**Your objective**
Copy all records verbatim.

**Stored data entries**
►

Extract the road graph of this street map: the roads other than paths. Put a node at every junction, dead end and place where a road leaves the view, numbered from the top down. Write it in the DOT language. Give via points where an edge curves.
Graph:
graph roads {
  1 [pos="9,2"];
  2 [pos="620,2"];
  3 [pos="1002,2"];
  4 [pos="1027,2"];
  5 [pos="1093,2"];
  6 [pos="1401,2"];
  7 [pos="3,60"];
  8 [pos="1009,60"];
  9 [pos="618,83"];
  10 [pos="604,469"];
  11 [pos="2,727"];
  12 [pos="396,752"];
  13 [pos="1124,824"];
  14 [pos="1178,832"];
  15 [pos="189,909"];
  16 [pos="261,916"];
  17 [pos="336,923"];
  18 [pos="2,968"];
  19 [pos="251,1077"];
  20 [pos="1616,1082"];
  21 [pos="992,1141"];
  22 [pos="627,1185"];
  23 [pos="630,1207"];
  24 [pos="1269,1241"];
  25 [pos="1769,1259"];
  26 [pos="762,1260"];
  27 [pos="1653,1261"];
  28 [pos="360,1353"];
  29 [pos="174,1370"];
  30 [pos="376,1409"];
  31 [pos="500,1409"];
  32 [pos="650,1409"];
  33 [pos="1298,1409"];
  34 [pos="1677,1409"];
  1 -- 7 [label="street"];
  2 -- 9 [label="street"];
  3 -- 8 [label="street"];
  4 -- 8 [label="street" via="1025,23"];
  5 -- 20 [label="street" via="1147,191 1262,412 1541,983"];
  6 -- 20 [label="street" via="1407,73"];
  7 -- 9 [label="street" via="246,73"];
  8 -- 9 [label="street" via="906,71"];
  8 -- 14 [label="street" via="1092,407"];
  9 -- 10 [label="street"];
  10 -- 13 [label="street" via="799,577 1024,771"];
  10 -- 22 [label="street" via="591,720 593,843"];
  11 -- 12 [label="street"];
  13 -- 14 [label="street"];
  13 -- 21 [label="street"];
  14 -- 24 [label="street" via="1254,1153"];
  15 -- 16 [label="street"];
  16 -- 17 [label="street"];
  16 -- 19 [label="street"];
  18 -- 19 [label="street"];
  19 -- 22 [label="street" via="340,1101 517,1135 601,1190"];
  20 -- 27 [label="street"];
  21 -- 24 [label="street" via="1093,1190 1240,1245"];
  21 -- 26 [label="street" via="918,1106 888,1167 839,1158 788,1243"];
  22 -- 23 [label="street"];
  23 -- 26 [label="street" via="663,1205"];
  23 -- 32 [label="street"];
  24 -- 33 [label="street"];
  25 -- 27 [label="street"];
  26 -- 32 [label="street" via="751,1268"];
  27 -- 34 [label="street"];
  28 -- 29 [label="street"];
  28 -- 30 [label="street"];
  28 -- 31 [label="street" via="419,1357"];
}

◄

**Answer space**
Extract the road graph of this street map: the roads other than paths. Put a node at every junction, dead end and place where a road leaves the view, numbered from the top down. Write it in the DOT language. Give via points where an edge curves.
Graph:
graph roads {
  1 [pos="9,2"];
  2 [pos="620,2"];
  3 [pos="1002,2"];
  4 [pos="1027,2"];
  5 [pos="1093,2"];
  6 [pos="1401,2"];
  7 [pos="3,60"];
  8 [pos="1009,60"];
  9 [pos="618,83"];
  10 [pos="604,469"];
  11 [pos="2,727"];
  12 [pos="396,752"];
  13 [pos="1124,824"];
  14 [pos="1178,832"];
  15 [pos="189,909"];
  16 [pos="261,916"];
  17 [pos="336,923"];
  18 [pos="2,968"];
  19 [pos="251,1077"];
  20 [pos="1616,1082"];
  21 [pos="992,1141"];
  22 [pos="627,1185"];
  23 [pos="630,1207"];
  24 [pos="1269,1241"];
  25 [pos="1769,1259"];
  26 [pos="762,1260"];
  27 [pos="1653,1261"];
  28 [pos="360,1353"];
  29 [pos="174,1370"];
  30 [pos="376,1409"];
  31 [pos="500,1409"];
  32 [pos="650,1409"];
  33 [pos="1298,1409"];
  34 [pos="1677,1409"];
  1 -- 7 [label="street"];
  2 -- 9 [label="street"];
  3 -- 8 [label="street"];
  4 -- 8 [label="street" via="1025,23"];
  5 -- 20 [label="street" via="1147,191 1262,412 1541,983"];
  6 -- 20 [label="street" via="1407,73"];
  7 -- 9 [label="street" via="246,73"];
  8 -- 9 [label="street" via="906,71"];
  8 -- 14 [label="street" via="1092,407"];
  9 -- 10 [label="street"];
  10 -- 13 [label="street" via="799,577 1024,771"];
  10 -- 22 [label="street" via="591,720 593,843"];
  11 -- 12 [label="street"];
  13 -- 14 [label="street"];
  13 -- 21 [label="street"];
  14 -- 24 [label="street" via="1254,1153"];
  15 -- 16 [label="street"];
  16 -- 17 [label="street"];
  16 -- 19 [label="street"];
  18 -- 19 [label="street"];
  19 -- 22 [label="street" via="340,1101 517,1135 601,1190"];
  20 -- 27 [label="street"];
  21 -- 24 [label="street" via="1093,1190 1240,1245"];
  21 -- 26 [label="street" via="918,1106 888,1167 839,1158 788,1243"];
  22 -- 23 [label="street"];
  23 -- 26 [label="street" via="663,1205"];
  23 -- 32 [label="street"];
  24 -- 33 [label="street"];
  25 -- 27 [label="street"];
  26 -- 32 [label="street" via="751,1268"];
  27 -- 34 [label="street"];
  28 -- 29 [label="street"];
  28 -- 30 [label="street"];
  28 -- 31 [label="street" via="419,1357"];
}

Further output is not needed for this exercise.